# turkey question



## ryckmanm (Sep 7, 2009)

i got a couple toms roosted in a tree in the middle of nowhere. just wondering if turkeys fly down the same way they flew up.
thanks,
mason


----------



## sndhillshntr (Sep 8, 2005)

It seems they roost in the same trees everynight. I've watched a group fly down into the same spot the last 4 days. No luck in the past two mornings though.


----------



## Chuck Smith (Feb 22, 2005)

They will typically pitch down into the same general area. Now if you are wondering if they fly up on the northside of the tree they will fly down on the same side...... Maybe. It all depends on many things. Are the hens on that side. If hens are roosted with a tom....did they pitch down on that side.
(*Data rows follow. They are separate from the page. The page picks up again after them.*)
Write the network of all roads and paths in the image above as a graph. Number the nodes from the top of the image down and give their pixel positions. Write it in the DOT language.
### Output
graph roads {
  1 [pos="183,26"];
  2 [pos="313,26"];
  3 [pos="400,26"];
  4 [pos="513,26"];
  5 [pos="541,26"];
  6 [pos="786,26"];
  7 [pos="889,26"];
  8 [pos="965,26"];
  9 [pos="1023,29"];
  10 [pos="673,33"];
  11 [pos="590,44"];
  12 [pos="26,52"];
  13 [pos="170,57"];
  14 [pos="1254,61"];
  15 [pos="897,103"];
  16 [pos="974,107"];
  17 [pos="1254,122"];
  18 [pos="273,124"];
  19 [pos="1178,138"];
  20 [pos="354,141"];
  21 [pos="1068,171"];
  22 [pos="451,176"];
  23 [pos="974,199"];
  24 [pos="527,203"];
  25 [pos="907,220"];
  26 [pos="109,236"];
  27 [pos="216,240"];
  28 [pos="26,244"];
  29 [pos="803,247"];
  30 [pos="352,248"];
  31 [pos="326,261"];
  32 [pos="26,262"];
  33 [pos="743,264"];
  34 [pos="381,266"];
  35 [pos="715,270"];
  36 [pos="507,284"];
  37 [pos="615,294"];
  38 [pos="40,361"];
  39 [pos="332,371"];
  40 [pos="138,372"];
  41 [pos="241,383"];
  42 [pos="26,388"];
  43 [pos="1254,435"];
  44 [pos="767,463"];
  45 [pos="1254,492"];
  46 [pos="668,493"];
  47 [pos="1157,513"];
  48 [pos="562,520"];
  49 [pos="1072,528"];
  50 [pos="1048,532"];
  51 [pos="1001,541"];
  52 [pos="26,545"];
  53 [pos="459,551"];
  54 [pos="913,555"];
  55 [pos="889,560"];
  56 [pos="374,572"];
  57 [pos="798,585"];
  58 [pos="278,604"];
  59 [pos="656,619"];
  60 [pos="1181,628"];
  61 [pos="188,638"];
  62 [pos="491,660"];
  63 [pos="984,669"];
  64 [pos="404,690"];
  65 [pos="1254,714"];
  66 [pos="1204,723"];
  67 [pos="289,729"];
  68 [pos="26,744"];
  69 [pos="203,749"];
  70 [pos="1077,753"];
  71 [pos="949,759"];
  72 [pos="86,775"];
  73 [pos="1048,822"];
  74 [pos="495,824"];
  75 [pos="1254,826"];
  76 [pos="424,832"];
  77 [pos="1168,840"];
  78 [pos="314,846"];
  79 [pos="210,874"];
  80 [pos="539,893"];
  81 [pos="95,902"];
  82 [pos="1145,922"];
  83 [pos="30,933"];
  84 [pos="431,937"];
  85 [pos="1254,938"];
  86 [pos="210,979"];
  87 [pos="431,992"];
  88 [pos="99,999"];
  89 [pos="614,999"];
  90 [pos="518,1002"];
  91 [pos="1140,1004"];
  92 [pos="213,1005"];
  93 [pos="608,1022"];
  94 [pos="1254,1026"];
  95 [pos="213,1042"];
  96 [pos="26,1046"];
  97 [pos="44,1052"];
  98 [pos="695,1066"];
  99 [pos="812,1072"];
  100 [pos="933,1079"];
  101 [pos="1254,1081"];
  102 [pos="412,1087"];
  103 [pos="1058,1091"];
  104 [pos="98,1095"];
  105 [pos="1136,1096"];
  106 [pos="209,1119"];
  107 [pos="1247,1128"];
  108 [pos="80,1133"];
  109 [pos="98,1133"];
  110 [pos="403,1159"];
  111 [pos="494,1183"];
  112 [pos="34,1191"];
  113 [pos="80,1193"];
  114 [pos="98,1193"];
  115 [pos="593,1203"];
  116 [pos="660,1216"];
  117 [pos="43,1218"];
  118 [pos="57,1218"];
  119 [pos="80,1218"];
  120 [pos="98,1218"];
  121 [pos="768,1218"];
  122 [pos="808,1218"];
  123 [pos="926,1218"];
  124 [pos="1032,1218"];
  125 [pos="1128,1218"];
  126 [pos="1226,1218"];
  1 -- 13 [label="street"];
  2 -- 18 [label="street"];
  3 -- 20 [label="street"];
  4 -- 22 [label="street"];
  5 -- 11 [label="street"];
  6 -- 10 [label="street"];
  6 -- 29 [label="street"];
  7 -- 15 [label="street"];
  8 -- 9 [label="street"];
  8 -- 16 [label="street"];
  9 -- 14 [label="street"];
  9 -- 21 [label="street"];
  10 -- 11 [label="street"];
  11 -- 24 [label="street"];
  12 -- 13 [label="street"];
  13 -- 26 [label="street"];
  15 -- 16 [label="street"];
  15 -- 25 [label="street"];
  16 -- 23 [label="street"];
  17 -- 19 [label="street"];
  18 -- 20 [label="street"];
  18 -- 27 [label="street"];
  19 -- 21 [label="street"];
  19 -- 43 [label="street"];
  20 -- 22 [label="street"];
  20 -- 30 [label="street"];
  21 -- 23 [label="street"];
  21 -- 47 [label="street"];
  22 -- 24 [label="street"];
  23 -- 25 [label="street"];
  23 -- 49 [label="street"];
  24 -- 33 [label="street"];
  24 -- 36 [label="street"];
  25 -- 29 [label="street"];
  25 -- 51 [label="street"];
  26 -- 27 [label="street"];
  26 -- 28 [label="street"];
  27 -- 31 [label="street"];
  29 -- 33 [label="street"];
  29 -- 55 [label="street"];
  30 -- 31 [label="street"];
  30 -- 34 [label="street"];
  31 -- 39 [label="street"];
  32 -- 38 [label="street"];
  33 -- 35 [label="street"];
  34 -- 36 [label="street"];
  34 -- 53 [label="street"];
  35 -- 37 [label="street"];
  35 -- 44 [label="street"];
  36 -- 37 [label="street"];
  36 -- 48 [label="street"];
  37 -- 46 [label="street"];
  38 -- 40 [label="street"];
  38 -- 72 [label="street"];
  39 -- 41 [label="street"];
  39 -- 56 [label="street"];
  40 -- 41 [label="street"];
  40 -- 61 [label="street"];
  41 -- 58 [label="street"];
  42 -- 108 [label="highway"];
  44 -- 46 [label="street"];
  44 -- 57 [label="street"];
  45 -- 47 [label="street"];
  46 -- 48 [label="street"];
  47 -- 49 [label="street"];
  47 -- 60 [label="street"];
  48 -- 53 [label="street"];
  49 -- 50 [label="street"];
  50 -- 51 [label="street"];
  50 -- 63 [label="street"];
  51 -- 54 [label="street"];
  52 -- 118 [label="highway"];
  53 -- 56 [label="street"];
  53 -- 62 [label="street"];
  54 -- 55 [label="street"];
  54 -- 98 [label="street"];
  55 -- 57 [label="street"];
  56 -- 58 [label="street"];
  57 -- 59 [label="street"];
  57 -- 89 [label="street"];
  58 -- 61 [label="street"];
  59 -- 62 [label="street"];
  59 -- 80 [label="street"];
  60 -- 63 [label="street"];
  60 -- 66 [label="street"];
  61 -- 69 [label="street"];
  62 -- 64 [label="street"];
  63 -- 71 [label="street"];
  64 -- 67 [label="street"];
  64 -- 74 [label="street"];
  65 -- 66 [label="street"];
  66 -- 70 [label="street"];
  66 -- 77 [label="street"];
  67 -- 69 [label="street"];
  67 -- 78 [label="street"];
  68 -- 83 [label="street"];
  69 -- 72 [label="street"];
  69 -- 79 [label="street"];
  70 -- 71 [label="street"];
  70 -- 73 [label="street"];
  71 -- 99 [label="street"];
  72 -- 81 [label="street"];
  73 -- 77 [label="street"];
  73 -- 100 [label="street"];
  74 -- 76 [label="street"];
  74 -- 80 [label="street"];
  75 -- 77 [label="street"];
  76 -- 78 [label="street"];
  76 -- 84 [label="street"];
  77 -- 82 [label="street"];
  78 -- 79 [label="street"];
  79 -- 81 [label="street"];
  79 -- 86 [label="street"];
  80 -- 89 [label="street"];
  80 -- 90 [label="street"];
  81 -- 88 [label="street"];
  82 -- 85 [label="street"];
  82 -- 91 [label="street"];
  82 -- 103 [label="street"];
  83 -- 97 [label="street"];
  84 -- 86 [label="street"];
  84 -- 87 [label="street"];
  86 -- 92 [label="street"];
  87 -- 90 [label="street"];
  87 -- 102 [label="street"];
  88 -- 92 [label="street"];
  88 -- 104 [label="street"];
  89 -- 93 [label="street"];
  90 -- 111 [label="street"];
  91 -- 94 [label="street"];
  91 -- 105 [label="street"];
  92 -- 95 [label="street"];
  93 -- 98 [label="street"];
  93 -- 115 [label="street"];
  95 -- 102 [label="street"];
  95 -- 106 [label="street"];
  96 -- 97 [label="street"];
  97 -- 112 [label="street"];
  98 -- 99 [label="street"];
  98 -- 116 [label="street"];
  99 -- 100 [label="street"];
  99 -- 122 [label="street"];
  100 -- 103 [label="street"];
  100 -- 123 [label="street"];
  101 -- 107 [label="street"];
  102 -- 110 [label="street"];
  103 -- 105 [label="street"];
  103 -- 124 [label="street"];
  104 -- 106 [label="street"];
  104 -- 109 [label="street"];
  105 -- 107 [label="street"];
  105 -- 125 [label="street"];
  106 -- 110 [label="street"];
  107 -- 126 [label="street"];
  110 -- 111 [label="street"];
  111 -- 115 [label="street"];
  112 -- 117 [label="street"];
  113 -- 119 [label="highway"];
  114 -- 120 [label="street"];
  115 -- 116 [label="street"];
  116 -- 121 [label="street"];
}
Were hens calling him on that side. etc.


----------



## wtrfwl havoc (Dec 14, 2009)

this is a topic me and my hunting buddies have spent countless hours arguing and studying for years. we have paid very close attention to details and this is just my observations so don't shoot me here. where i am hunting there is a lot of agriculture. it generally almost without fail seems that the birds will go down on the side of the creek that has the shortest vegitation such as alfalfa, disced field, etc versus. the side with tall wheat. the only conclusion that we can come up with is how wet the tall wheat is in the morning due to moisture. if we hunt areas with wheat on both sides i have seen over and over again where the birds will go down in the creek bed rather than out in the wheat field, then follow the creek to our location. it doesn't always work this way but it seems about 9 out of 10 times it is. last year i started paying attention to the wind direction to see if they fly off into the wind like geese, but didn't go out enough to test it, but thats just me thinking.


----------